Records supplied:
====================
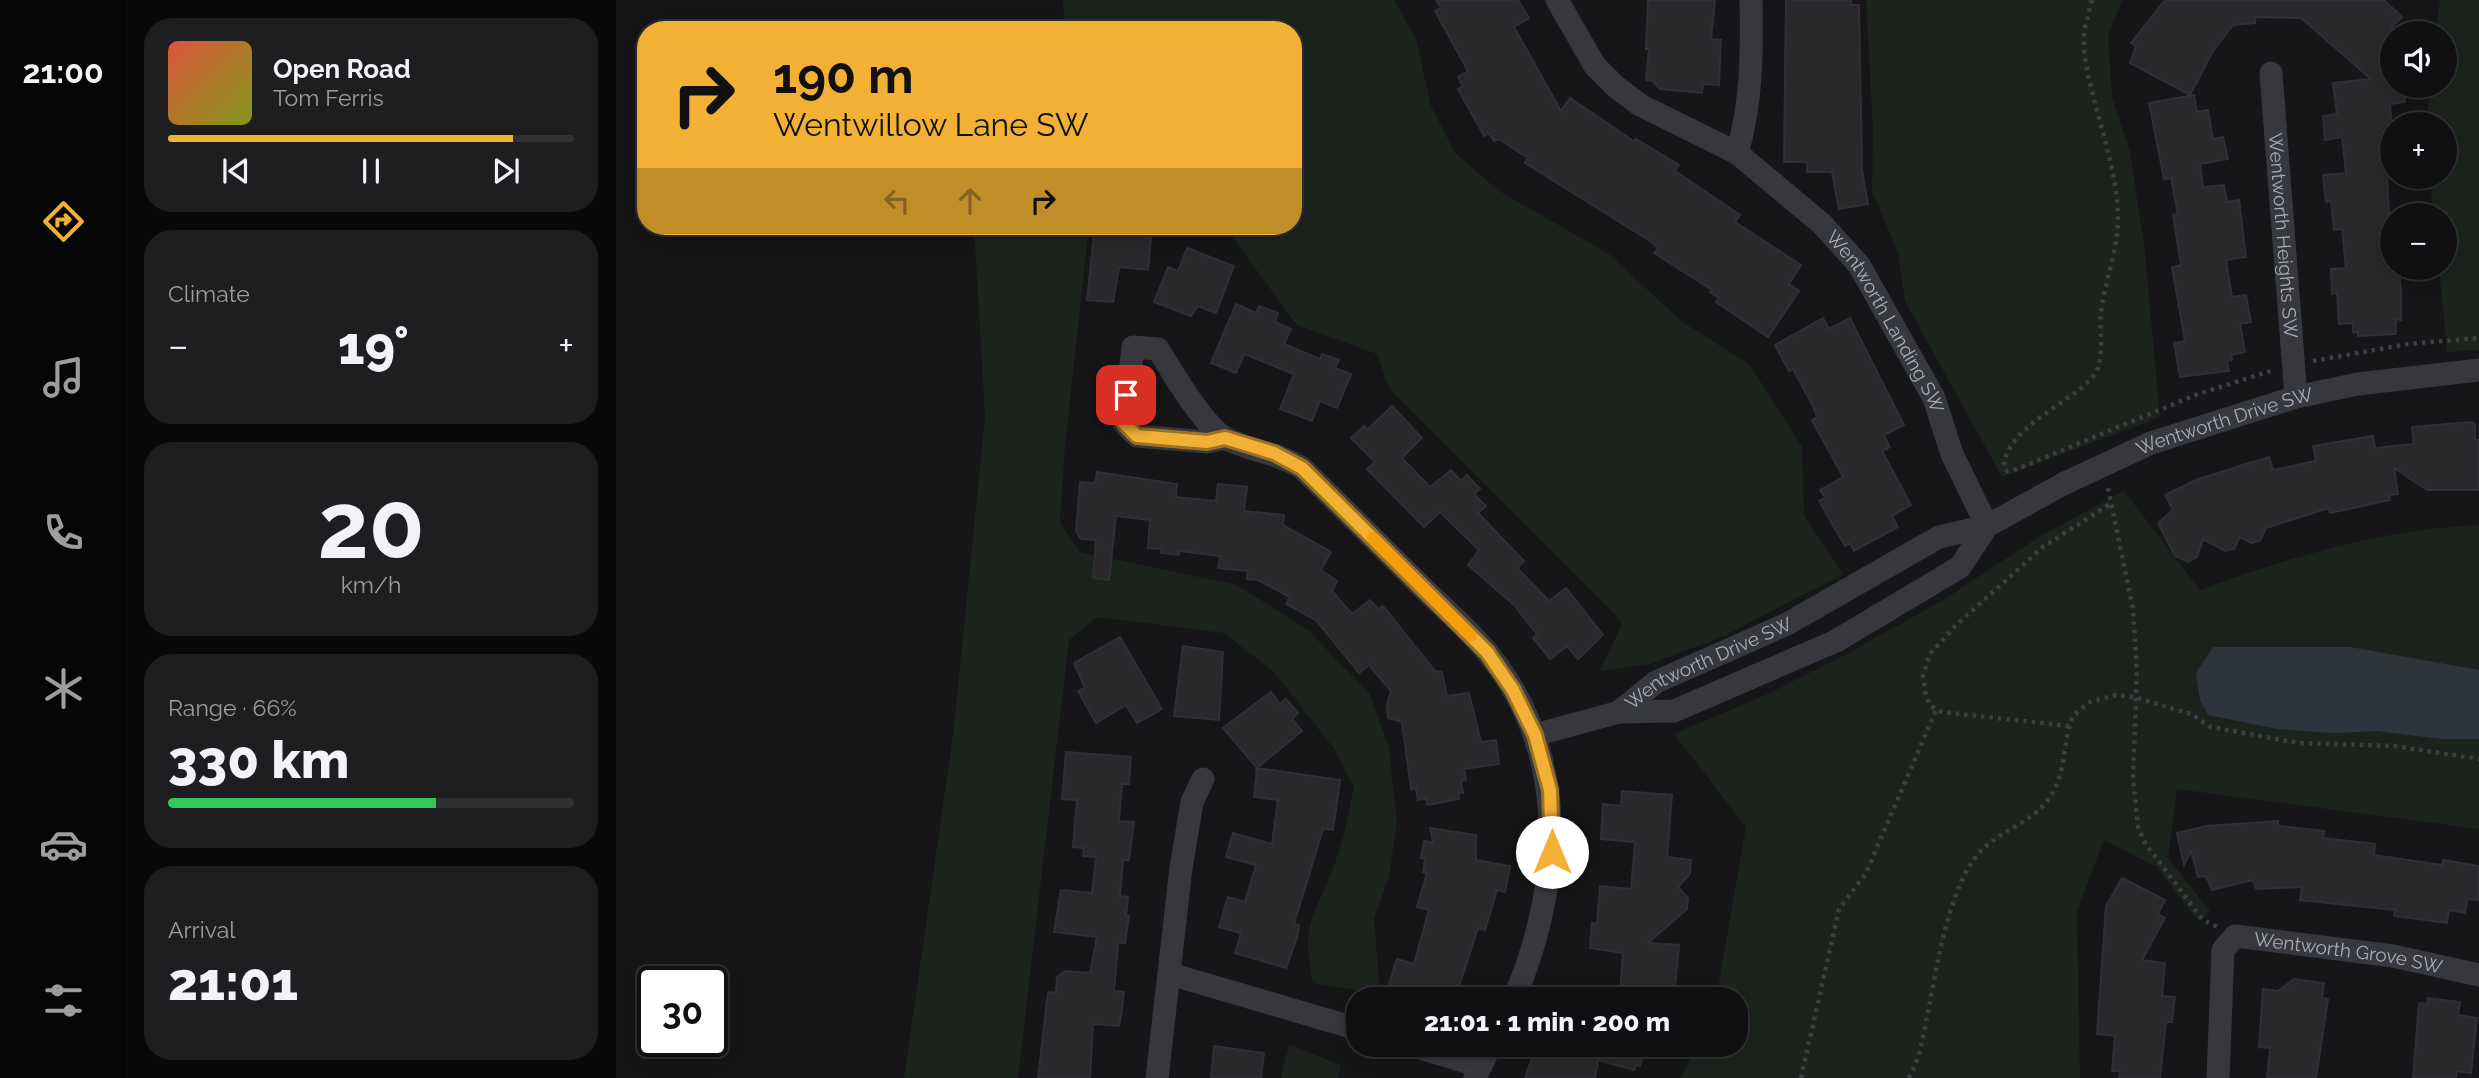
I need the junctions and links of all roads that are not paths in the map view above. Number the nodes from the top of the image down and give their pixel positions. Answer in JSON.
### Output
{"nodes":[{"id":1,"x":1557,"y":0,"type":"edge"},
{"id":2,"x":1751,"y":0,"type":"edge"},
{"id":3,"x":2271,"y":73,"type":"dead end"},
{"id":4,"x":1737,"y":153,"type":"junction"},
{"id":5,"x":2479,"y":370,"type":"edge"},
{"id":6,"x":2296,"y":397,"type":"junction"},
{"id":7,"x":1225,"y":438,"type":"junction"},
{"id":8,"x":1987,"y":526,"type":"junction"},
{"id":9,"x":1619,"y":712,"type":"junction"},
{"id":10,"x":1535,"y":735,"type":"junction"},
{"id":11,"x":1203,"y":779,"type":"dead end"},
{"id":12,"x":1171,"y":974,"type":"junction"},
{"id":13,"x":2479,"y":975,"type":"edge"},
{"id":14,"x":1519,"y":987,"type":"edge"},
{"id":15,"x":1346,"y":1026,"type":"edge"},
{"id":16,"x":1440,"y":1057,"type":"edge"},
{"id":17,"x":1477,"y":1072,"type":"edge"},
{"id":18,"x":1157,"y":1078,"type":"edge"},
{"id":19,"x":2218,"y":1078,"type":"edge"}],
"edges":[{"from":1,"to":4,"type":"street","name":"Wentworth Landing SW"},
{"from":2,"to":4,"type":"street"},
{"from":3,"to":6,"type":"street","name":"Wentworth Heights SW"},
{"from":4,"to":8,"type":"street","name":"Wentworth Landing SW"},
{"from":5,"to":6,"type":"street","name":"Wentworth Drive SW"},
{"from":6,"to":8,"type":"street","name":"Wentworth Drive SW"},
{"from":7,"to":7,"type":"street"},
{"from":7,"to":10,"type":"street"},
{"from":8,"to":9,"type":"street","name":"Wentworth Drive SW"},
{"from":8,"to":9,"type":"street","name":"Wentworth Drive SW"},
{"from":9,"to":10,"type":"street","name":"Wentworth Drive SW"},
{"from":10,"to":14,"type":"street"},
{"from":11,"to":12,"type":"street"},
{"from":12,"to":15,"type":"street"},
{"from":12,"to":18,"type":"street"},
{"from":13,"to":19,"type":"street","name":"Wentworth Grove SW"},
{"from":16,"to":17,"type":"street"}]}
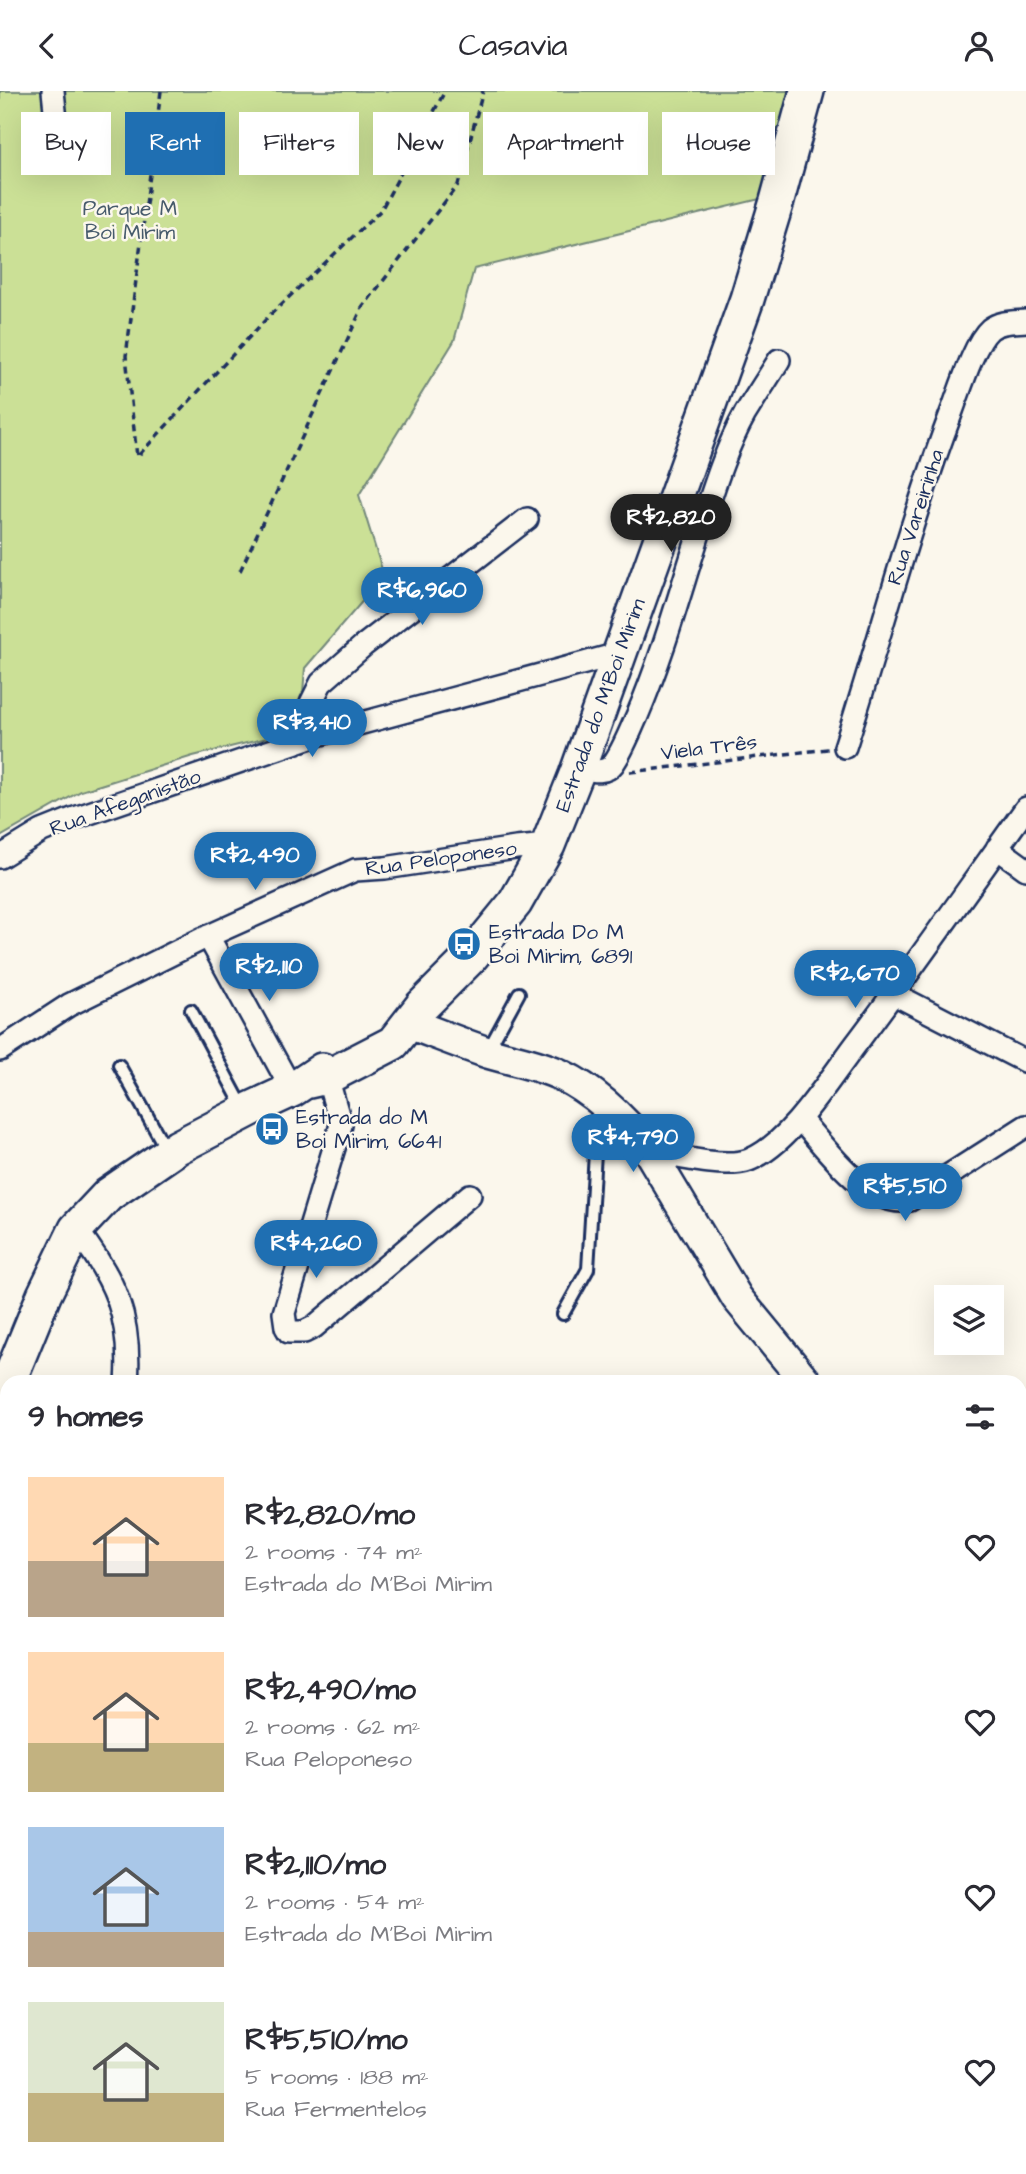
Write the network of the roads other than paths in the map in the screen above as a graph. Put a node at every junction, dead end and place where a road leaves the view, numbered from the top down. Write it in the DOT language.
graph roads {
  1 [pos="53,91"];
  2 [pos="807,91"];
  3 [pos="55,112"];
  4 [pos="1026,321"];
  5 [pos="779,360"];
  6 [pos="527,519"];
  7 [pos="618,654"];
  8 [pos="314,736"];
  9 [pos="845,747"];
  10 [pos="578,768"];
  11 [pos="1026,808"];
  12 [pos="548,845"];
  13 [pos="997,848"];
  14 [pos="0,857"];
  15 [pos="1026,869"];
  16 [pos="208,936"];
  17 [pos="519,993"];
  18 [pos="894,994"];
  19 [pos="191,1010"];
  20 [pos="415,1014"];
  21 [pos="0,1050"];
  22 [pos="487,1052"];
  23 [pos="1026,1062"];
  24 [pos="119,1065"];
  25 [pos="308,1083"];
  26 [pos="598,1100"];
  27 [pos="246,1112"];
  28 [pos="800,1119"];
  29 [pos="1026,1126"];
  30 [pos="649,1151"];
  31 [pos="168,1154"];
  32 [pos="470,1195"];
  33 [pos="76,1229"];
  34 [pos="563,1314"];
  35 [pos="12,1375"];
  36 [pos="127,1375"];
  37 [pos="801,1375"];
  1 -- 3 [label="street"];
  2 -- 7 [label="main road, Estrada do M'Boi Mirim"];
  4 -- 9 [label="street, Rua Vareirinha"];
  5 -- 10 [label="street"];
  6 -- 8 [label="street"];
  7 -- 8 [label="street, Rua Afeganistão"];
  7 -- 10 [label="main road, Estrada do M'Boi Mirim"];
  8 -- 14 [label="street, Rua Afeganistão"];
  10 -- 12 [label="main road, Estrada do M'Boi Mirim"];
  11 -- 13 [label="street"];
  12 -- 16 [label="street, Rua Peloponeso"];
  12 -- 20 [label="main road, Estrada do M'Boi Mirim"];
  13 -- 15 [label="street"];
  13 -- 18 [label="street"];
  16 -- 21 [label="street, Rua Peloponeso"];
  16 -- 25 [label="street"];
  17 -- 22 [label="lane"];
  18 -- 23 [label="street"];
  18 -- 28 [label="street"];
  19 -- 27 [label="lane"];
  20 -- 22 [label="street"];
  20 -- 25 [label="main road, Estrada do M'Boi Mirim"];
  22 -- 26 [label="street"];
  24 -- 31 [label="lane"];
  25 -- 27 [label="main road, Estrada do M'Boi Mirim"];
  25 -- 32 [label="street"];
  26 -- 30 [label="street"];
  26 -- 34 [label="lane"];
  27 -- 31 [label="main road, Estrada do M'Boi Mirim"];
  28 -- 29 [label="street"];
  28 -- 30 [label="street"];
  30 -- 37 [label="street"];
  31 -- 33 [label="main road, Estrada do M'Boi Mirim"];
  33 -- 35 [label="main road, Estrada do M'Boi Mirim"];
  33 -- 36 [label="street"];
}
====================
Instructions to follow: In the lines above, find each one with "Mirim" and list it.

Reply to the exercise:
  2 -- 7 [label="main road, Estrada do M'Boi Mirim"];
  7 -- 10 [label="main road, Estrada do M'Boi Mirim"];
  10 -- 12 [label="main road, Estrada do M'Boi Mirim"];
  12 -- 20 [label="main road, Estrada do M'Boi Mirim"];
  20 -- 25 [label="main road, Estrada do M'Boi Mirim"];
  25 -- 27 [label="main road, Estrada do M'Boi Mirim"];
  27 -- 31 [label="main road, Estrada do M'Boi Mirim"];
  31 -- 33 [label="main road, Estrada do M'Boi Mirim"];
  33 -- 35 [label="main road, Estrada do M'Boi Mirim"];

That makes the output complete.